Afuera de la estación del tren, un Lincoln prende y apaga sus luces. Es Octavio que impaciente espera la llegada del nuevo cargamento. En casa, su esposa luce el vestido más hermoso y fino que posee. Sentada en la mesita de luz, observa el collar de perlas, regalo de su último aniversario, y se da los últimos retoques de maquillaje. Ha quedado divina, justo como a él le gusta verla. Se pone un poco del perfume que le obsequió la noche anterior, coge las pastillas antidepresivas y se traga el pomo completo acompañado de champagne. Su cabeza sin vida, reposa sobre unos boletos de avión con destino a Paris y unas fotos en las que Octavio hace el amor a una tal Eva.

Octavio se alegra al ver que su cita está aquí; cuenta una vez más el dinero del portafolio mientras dos atractivas mulatas se acercan a él para entregarle la droga, sólo que algo ha sucedido, alguien lo delató; una ráfaga de ametralladora lo derriba. El atacante toma el dinero y se larga con las chicas.

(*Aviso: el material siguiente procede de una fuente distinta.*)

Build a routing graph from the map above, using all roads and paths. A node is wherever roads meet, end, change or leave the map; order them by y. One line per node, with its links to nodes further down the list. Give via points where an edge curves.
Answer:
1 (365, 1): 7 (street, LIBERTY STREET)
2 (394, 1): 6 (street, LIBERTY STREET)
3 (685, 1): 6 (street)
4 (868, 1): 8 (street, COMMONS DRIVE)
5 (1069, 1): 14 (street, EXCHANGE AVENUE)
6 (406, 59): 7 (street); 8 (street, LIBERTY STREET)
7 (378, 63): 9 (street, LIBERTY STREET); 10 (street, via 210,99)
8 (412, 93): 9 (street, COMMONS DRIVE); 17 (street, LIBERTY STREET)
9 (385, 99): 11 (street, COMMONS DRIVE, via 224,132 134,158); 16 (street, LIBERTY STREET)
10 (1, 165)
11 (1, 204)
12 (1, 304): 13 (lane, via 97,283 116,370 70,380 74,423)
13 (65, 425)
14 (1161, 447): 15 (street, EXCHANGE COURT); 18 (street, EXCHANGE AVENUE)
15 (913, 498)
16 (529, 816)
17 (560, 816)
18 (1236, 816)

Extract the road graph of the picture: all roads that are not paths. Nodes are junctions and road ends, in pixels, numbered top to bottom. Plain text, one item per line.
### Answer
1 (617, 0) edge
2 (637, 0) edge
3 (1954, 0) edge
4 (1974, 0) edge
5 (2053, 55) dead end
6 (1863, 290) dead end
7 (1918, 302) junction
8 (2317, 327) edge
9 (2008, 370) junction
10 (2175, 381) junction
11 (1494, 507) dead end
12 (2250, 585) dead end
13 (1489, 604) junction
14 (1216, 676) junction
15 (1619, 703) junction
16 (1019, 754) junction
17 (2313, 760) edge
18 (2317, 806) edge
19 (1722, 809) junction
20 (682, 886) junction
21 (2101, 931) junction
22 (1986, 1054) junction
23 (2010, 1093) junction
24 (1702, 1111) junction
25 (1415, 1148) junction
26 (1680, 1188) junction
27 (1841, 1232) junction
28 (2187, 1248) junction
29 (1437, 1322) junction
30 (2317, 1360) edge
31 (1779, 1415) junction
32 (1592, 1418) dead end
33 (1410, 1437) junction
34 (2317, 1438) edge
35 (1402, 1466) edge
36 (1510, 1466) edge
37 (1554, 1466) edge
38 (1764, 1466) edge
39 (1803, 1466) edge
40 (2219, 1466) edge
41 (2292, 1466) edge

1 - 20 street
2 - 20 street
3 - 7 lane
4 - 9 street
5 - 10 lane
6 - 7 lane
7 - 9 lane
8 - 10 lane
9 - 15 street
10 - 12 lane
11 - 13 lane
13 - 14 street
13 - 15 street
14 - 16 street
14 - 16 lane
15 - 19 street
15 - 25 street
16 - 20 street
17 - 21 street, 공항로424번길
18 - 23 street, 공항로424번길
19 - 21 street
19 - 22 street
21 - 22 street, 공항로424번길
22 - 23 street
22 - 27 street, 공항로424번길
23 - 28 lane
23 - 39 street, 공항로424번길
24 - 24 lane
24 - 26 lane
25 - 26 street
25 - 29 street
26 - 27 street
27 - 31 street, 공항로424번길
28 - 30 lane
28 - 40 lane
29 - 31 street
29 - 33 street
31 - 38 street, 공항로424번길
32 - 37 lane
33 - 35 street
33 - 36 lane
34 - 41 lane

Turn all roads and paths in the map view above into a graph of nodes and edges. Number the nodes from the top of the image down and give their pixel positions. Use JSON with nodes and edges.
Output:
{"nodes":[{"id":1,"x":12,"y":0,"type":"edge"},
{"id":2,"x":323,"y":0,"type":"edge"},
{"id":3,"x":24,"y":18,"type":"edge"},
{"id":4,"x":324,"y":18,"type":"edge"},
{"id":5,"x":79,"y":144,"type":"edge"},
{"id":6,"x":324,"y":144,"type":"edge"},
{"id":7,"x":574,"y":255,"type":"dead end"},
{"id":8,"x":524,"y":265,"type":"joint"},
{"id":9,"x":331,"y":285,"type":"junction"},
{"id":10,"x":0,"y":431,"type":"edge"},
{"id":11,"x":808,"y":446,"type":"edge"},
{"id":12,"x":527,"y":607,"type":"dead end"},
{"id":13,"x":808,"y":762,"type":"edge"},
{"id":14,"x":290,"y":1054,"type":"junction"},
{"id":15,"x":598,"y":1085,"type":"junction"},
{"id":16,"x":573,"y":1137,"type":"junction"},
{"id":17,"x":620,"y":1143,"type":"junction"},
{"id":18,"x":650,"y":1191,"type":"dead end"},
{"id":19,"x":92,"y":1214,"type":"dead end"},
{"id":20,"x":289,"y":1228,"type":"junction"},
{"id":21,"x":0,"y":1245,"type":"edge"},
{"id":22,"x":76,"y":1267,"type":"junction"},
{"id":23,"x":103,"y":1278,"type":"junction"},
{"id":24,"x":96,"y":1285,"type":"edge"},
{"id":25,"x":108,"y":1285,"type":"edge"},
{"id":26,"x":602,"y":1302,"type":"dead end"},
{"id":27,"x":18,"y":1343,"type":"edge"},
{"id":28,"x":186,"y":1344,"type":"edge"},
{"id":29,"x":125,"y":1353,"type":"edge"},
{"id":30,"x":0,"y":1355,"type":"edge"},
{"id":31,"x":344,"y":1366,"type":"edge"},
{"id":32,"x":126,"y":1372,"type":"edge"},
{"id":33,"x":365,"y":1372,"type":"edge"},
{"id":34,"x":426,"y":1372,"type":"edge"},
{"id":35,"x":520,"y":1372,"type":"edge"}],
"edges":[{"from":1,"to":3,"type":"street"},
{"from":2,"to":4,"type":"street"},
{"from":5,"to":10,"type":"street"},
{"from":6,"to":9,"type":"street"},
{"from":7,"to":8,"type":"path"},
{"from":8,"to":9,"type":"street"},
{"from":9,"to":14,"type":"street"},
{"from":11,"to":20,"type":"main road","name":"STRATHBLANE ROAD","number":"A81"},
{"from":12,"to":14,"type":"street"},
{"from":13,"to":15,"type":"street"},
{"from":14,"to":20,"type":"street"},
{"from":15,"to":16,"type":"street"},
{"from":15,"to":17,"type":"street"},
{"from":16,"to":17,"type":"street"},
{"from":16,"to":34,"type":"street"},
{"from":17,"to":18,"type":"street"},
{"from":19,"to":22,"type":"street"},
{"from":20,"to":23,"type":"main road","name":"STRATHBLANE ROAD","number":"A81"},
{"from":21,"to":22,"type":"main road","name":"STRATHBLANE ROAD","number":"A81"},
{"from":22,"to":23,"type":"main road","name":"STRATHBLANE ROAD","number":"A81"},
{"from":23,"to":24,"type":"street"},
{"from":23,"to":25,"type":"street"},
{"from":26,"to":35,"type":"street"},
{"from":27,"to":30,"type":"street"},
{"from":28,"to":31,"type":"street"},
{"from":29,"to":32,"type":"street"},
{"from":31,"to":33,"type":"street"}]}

El último grito de Azul trae y lleva vida a este mundo. Ella muere en el parto, pero no sin antes escuchar los chillidos de una hembrita.

Hoy es un gran día, –dice el doctor a la enfermera–, jamás vi a una mujer luchar con tanta bravura por traer un hijo al mundo. Su sacrificio valió la pena.

Era un veintiuno de marzo y la bebé fue bautizada con el nombre de Primavera.

Por fortuna para ella, su madre rompió con la fatal cadena que ahora traía al mundo un ser de luz que jamás conocería sus raíces.